Contohnya, terbit fajar shidiq sebagai penanda waktu shubuh. Terbitnya fajar shidiq merupakan sebuah kondisi yang jelas, atau tampak di ufuk langit, di mana ia bisa menjadi pembatas sekaligus teks syariat menyatakan hal tersebut sebagai penanda masuknya waktu shubuh. Ketika fajar shidiq tersebut terbit, maka kewajiban menunaikan shalat shubuh dimulai.

Masih dari kitab yang sama, dalam bahasa lain, sebab hukum dinyatakan sebagai:

ما يلزم من وجوده الوجود ومن عدمه العدم

Artinya, “Sebab hukum ialah sesuatu yang keberadaannya menetapkan keberadaan, dan ketiadaannya menetapkan ketiadaan.”

Mengacu pada contoh di atas, berarti adanya fajar shidiq menetapkan adanya kewajiban shalat shubuh, dan ketiadan fajar shidiq meniadakan ketiadaan kewajiban shalat shubuh.

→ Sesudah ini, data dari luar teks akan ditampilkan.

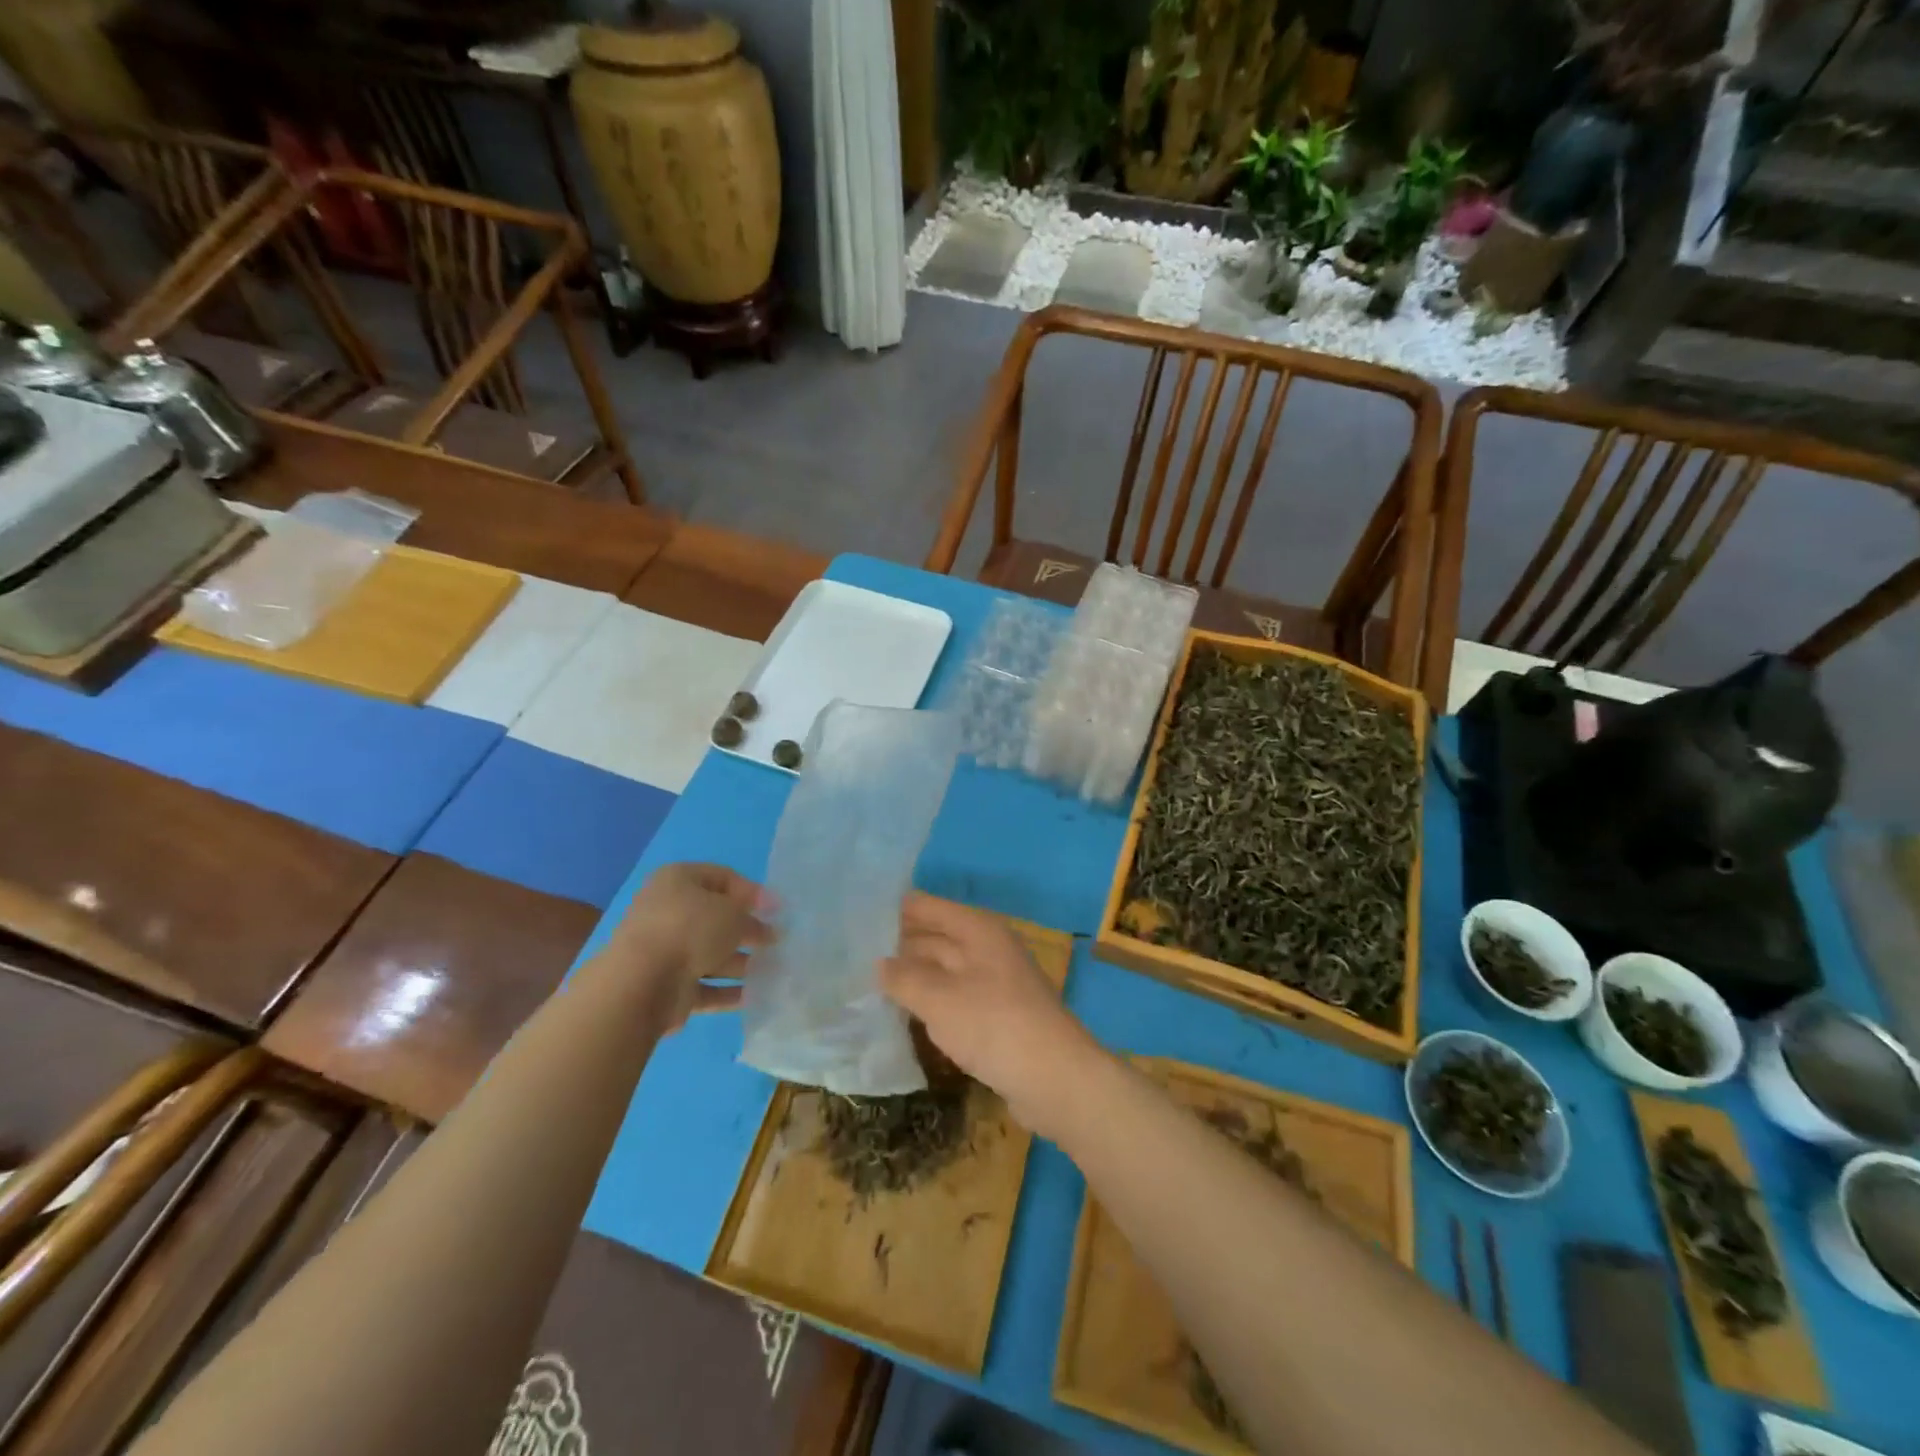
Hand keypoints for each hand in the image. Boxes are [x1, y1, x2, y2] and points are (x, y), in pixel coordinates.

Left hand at [597, 863, 771, 1030]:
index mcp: (678, 881)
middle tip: (776, 942)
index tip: (777, 911)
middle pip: (716, 919)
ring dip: (741, 963)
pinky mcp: (666, 986)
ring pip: (710, 954)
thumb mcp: (733, 915)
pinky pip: (703, 985)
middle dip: (747, 931)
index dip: (752, 892)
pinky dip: (726, 990)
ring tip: (772, 971)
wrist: (641, 982)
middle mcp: (668, 912)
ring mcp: (664, 951)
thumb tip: (767, 930)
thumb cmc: (690, 929)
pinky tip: (754, 996)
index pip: (723, 878)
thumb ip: (754, 920)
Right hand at [878, 893, 1100, 1133]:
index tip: (858, 912)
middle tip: (854, 952)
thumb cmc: (994, 1025)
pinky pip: (954, 998)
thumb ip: (904, 978)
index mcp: (978, 930)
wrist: (1055, 1079)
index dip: (896, 908)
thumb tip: (879, 964)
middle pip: (937, 937)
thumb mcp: (939, 999)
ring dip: (913, 975)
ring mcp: (995, 983)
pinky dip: (930, 1002)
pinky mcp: (997, 1016)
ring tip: (868, 981)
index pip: (929, 908)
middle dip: (900, 943)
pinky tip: (904, 1013)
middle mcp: (988, 949)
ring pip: (944, 970)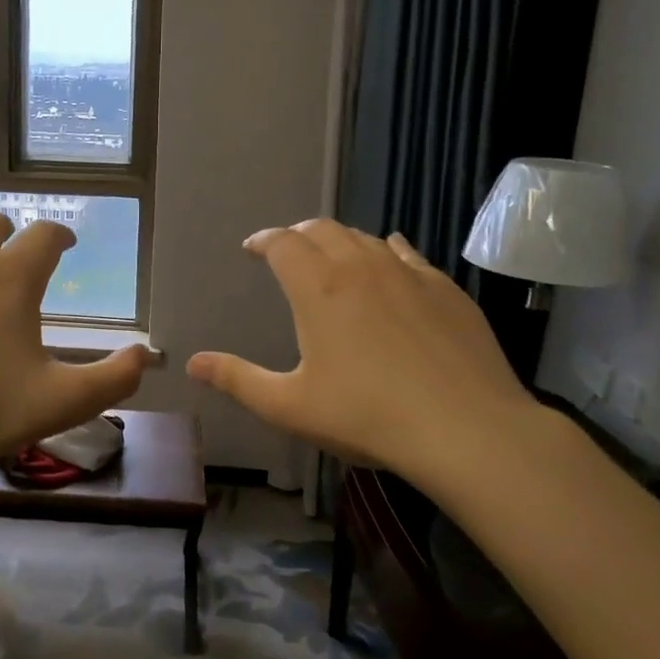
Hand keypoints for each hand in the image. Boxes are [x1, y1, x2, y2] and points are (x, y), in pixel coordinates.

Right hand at [187, 220, 542, 497]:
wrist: (467, 429)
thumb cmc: (367, 416)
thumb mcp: (289, 406)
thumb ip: (237, 380)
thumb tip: (192, 363)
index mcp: (318, 288)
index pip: (282, 244)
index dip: (263, 241)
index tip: (251, 248)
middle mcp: (360, 267)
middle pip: (322, 229)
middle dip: (297, 234)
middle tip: (286, 251)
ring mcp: (408, 274)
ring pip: (364, 237)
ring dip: (339, 240)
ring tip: (331, 256)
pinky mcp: (446, 289)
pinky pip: (407, 253)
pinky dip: (386, 249)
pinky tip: (389, 256)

Mayoritas ulama menyatakan bahwa sebab hukum adalah:

ما يوجد عنده الحكم لا به

Artinya, “Sebab hukum adalah sesuatu yang dengan keberadaannya, hukum taklif bisa ditemukan, meski sebab hukum itu bukan merupakan bagian dari hukum taklif itu sendiri.

Sebagian ulama ada yang memperjelas bahwa sebab hukum berlaku juga secara umum pada hal-hal yang tidak selaras dengan hukum. Sementara jika selaras dengan hukum, sebab itu disebut sebagai 'illat hukum.

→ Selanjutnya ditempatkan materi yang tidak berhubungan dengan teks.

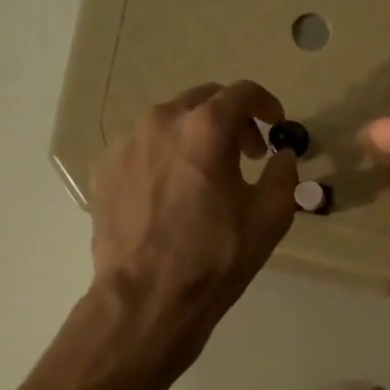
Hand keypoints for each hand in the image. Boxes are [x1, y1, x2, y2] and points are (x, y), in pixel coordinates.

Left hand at [85, 80, 298, 365]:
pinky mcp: (105, 169)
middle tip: (247, 153)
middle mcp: (161, 122)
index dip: (266, 104)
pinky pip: (143, 147)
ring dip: (196, 136)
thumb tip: (282, 155)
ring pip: (170, 122)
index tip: (276, 125)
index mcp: (206, 127)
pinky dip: (165, 156)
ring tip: (207, 175)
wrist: (148, 297)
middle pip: (204, 100)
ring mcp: (127, 144)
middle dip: (231, 118)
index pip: (243, 92)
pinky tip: (174, 193)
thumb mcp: (270, 216)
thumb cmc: (216, 255)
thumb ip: (284, 173)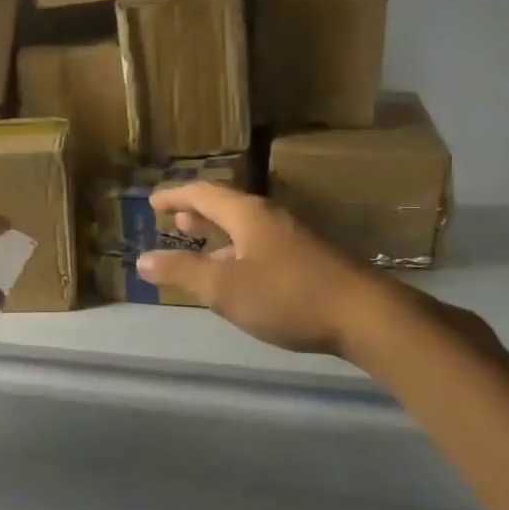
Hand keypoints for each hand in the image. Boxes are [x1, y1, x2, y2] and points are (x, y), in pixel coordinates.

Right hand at [138, 183, 388, 354]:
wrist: (365, 315)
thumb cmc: (287, 296)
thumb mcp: (225, 288)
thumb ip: (182, 272)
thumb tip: (143, 259)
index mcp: (247, 214)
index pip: (202, 194)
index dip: (174, 196)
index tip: (153, 202)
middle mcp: (270, 218)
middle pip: (226, 207)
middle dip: (197, 212)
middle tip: (174, 219)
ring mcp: (293, 238)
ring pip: (245, 228)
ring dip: (218, 234)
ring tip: (200, 244)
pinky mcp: (309, 260)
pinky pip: (260, 245)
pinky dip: (238, 251)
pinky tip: (239, 275)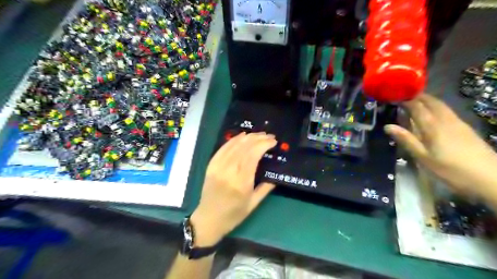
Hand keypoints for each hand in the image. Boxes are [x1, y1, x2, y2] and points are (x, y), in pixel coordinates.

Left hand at [189, 132, 276, 245]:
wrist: (208, 219)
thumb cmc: (233, 214)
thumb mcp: (254, 204)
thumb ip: (266, 187)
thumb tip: (276, 173)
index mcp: (241, 182)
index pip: (253, 155)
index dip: (264, 145)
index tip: (273, 141)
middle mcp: (229, 171)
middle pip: (244, 147)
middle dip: (259, 138)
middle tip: (269, 136)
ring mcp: (218, 166)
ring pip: (234, 145)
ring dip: (248, 137)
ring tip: (259, 134)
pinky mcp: (211, 165)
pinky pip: (223, 148)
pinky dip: (234, 140)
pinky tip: (242, 136)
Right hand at [384, 95, 496, 197]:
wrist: (491, 178)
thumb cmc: (451, 170)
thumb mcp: (423, 157)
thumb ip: (406, 140)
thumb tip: (387, 126)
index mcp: (433, 126)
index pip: (417, 107)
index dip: (405, 100)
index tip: (394, 97)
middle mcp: (446, 120)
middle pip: (431, 102)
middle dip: (417, 97)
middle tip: (403, 97)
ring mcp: (458, 123)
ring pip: (441, 105)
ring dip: (427, 100)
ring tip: (415, 102)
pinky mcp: (465, 128)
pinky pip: (447, 111)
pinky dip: (436, 107)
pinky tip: (433, 114)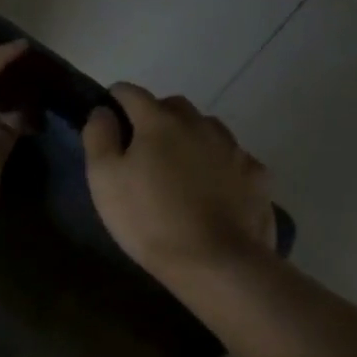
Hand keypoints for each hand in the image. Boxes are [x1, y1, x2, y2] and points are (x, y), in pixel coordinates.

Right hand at [82, 83, 275, 283]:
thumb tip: (103, 110)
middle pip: (172, 106)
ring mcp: (233, 148)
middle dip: (156, 117)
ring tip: (182, 169)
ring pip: (207, 129)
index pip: (130, 93)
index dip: (115, 100)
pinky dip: (222, 166)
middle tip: (144, 150)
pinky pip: (234, 159)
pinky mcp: (257, 174)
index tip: (109, 119)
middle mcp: (199, 124)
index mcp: (159, 121)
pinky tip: (216, 190)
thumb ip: (99, 137)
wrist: (217, 262)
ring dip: (192, 138)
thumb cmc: (150, 220)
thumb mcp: (104, 180)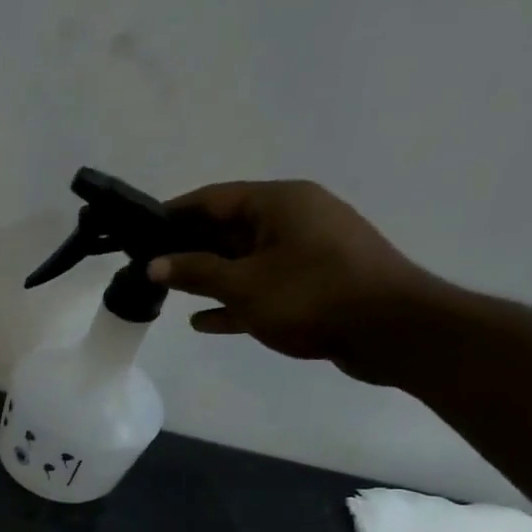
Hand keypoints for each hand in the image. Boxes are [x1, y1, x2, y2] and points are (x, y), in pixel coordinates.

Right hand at [147, 180, 443, 383]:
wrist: (393, 332)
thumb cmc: (312, 296)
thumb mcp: (242, 284)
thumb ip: (194, 272)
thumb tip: (153, 265)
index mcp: (280, 203)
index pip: (213, 198)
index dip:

Sekarang, kita akan masuk pada beberapa contohnya agar bisa memperjelas pemahaman kita.

"Sedang berpergian" merupakan sebab diperbolehkannya tidak berpuasa di bulan Ramadhan. Hal ini selaras dengan pensyariatan hukum dengan pertimbangan adanya rasa payah yang bisa menimbulkan kemurahan.

"Memabukkan" merupakan sebab diharamkannya arak. Memabukkan ini merupakan sifat yang selaras atau relevan karena bisa mengakibatkan hilangnya akal.
Tapi di sisi lain, akal kita tidak bisa menemukan keselarasan antara tergelincirnya matahari dan masuknya waktu zhuhur, dan lainnya.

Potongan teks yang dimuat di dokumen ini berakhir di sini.